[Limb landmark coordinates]
* * * * * * * * *
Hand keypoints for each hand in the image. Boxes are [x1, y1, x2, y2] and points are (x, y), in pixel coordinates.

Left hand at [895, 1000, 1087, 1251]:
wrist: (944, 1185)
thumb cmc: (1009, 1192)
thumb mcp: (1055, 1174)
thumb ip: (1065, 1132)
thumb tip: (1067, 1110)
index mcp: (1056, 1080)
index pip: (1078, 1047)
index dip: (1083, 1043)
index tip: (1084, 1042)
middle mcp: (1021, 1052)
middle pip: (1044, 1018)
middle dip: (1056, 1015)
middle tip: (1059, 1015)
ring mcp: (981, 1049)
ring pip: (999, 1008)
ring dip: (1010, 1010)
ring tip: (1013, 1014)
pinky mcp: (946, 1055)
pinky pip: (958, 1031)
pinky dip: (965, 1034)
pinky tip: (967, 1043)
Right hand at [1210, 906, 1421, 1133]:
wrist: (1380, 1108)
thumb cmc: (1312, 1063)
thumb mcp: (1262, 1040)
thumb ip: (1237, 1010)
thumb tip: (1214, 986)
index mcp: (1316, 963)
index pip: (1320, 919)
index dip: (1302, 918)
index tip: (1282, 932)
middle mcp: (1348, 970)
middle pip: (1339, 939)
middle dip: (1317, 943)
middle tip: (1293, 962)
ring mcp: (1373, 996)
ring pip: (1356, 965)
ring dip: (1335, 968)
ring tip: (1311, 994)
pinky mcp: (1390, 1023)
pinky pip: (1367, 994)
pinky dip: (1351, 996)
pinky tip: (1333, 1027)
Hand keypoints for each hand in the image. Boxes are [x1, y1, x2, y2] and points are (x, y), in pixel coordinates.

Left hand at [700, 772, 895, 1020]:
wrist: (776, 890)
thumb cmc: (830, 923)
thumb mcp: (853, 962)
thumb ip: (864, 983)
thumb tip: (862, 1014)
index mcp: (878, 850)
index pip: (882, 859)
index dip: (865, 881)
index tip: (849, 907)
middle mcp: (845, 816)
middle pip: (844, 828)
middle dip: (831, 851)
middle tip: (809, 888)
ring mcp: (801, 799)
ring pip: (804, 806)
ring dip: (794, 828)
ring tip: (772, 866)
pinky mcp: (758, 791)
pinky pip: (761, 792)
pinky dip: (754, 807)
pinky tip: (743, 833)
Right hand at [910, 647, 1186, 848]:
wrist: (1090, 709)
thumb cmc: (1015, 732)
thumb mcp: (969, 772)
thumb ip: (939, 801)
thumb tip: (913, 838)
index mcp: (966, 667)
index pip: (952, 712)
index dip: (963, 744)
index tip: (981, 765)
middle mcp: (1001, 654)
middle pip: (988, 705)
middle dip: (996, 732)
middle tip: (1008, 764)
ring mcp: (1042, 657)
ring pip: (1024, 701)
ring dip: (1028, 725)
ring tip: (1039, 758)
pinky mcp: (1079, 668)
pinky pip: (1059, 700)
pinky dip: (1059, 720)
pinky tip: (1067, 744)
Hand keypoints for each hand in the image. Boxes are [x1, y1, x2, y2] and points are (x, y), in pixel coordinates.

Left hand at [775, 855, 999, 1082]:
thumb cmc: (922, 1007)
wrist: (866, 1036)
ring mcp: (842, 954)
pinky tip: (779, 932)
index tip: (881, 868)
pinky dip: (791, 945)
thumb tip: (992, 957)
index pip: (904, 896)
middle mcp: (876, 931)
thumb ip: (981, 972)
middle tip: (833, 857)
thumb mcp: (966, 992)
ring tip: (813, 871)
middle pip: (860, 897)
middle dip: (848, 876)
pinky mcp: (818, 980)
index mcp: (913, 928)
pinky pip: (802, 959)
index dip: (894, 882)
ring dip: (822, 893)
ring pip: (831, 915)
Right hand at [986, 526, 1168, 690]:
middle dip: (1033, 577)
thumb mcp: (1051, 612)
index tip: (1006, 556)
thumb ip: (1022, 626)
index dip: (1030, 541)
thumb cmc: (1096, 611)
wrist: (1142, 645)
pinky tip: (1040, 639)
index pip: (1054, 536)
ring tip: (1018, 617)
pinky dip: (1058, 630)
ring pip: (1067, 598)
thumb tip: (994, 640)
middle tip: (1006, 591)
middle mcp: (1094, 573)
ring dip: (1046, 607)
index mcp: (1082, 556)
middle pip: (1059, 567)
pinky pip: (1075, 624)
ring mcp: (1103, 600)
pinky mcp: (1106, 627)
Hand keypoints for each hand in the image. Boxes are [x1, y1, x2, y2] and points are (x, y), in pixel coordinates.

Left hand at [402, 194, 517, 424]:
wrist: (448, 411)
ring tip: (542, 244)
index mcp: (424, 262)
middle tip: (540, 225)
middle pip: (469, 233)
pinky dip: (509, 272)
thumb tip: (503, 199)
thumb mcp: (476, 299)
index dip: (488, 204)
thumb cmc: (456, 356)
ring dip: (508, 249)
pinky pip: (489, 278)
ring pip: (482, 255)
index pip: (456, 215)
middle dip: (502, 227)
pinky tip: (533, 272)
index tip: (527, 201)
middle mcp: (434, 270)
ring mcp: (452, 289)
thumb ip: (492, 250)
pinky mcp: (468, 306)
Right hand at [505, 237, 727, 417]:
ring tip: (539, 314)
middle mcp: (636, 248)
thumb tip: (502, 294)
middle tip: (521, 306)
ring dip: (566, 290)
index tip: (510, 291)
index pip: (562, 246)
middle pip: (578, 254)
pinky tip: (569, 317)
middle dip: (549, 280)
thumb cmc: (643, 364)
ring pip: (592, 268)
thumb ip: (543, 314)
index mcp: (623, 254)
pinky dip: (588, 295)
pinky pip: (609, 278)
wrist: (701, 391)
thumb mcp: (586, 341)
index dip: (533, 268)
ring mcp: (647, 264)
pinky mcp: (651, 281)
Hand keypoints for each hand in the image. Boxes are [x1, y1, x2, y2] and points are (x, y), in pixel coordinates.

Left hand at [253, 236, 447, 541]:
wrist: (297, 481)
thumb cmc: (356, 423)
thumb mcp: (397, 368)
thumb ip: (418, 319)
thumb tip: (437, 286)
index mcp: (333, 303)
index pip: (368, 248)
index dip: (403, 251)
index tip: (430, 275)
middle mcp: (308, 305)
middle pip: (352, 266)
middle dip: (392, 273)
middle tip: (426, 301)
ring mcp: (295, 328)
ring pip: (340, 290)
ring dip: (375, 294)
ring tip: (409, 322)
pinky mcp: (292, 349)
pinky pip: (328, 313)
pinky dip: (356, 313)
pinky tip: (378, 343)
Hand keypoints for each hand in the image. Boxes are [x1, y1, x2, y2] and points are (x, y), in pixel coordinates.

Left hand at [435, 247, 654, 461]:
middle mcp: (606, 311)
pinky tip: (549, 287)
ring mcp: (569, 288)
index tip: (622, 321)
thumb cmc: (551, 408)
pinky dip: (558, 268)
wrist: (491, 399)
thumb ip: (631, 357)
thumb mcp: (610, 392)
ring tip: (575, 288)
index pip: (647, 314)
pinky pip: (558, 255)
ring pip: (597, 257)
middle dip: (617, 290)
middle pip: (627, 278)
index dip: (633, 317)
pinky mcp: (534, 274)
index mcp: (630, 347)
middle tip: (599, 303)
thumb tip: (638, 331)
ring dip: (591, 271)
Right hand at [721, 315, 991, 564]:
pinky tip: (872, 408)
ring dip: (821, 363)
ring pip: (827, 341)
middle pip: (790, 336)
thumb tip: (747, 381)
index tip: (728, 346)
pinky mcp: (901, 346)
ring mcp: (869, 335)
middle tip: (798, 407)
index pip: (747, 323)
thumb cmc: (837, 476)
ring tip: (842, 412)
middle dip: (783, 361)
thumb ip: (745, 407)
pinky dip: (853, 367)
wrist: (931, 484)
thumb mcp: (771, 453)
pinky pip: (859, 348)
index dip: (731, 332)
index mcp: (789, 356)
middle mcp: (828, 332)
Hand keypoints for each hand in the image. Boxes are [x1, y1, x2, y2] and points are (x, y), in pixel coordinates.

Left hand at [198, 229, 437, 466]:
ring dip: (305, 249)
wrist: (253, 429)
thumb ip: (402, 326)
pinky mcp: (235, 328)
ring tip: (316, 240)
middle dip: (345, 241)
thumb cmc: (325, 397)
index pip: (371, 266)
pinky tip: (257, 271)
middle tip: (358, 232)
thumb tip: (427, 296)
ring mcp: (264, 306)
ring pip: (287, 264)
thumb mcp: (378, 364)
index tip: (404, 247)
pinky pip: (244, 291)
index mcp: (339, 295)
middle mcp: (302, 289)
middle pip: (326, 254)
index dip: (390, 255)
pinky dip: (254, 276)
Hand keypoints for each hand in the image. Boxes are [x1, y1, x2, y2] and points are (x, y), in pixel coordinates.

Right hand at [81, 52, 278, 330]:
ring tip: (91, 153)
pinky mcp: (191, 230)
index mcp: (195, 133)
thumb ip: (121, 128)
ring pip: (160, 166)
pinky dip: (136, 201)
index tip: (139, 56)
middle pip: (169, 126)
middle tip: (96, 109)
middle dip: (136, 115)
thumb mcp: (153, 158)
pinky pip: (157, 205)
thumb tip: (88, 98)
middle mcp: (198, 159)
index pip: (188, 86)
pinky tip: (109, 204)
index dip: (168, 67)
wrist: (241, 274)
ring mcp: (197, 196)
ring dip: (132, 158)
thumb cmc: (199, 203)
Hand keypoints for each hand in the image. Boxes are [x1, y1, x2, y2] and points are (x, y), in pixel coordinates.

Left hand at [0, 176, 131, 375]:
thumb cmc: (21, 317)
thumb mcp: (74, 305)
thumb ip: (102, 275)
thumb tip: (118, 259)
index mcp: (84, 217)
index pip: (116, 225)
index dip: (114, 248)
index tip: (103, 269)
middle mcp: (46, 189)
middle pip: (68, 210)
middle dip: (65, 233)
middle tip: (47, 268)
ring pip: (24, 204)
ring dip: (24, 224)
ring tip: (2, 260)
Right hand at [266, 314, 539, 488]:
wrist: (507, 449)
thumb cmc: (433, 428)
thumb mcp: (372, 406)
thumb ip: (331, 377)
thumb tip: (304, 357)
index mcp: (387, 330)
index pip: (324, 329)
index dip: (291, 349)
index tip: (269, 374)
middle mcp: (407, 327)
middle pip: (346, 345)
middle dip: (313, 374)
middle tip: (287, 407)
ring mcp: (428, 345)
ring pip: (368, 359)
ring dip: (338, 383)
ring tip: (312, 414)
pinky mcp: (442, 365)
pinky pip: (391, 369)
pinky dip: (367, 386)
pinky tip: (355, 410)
* * * * * * * * *
> [Work order] Word for word, restate the data above from its first line down to and including the line with "thumb tip: (1067, 1110)".

> [Output for this task]
Hand keypoints for each hand in the image. Boxes are [x1, y1, x2, y2] and points are (x, y), in pixel coordinates.

Left hand at [895, 1000, 1087, 1251]:
wrist: (944, 1185)
thumb cmc: (1009, 1192)
thumb mcp: (1055, 1174)
thumb ip: (1065, 1132)
thumb tip: (1067, 1110)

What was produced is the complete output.